Problem requirements:
Without changing a character, output all of the records.

Collected data:

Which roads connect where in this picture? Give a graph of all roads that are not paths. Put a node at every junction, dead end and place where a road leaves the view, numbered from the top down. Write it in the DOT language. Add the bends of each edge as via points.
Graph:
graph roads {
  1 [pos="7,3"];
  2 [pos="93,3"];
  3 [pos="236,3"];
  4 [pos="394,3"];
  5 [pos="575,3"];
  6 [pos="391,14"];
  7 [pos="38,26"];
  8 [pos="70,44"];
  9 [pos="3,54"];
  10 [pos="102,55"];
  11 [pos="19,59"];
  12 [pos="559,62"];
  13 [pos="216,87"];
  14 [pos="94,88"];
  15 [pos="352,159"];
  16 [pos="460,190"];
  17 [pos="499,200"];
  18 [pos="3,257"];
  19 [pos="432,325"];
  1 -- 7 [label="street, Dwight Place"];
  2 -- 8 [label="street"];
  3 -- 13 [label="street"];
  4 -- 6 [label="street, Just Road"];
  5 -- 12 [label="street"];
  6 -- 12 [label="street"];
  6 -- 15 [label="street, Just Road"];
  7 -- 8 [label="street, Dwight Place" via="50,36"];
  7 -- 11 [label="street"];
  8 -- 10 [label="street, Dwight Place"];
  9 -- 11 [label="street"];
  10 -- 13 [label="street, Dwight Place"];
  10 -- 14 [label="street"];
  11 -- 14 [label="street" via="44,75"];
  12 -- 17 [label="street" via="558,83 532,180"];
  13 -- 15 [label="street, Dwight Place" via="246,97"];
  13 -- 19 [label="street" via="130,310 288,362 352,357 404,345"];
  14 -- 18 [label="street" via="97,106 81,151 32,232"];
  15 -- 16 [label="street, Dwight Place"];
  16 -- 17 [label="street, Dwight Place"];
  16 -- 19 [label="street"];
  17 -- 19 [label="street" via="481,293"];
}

Exercise response:
Which roads connect where in this picture? Give a graph of all roads that are not paths. Put a node at every junction, dead end and place where a road leaves the view, numbered from the top down. Write it in the DOT language. Add the bends of each edge as via points.
Graph:
graph roads {
  1 [pos="7,3"];
  2 [pos="93,3"];
  3 [pos="236,3"];
  4 [pos="394,3"];
  5 [pos="575,3"];
  6 [pos="391,14"];
  7 [pos="38,26"];
  8 [pos="70,44"];
  9 [pos="3,54"];
  10 [pos="102,55"];
  11 [pos="19,59"];
  12 [pos="559,62"];
  13 [pos="216,87"];
  14 [pos="94,88"];
  15 [pos="352,159"];
  16 [pos="460,190"];
  17 [pos="499,200"];
  18 [pos="3,257"];
  19 [pos="432,325"];
  1 -- 7 [label="street, Dwight Place"];
  2 -- 8 [label="street"];
  3 -- 13 [label="street"];
  4 -- 6 [label="street, Just Road"];
  5 -- 12 [label="street"];
  6 -- 12 [label="street"];
  6 -- 15 [label="street, Just Road"];
  7 -- 8 [label="street, Dwight Place" via="50,36"];
  7 -- 11 [label="street"];
  8 -- 10 [label="street, Dwight Place"];
  9 -- 11 [label="street"];
  10 -- 13 [label="street, Dwight Place"];
  10 -- 14 [label="street"];
  11 -- 14 [label="street" via="44,75"];
  12 -- 17 [label="street" via="558,83 532,180"];
  13 -- 15 [label="street, Dwight Place" via="246,97"];
  13 -- 19 [label="street" via="130,310 288,362 352,357 404,345"];
  14 -- 18 [label="street" via="97,106 81,151 32,232"];
  15 -- 16 [label="street, Dwight Place"];
  16 -- 17 [label="street, Dwight Place"];
  16 -- 19 [label="street"];
  17 -- 19 [label="street" via="481,293"];
}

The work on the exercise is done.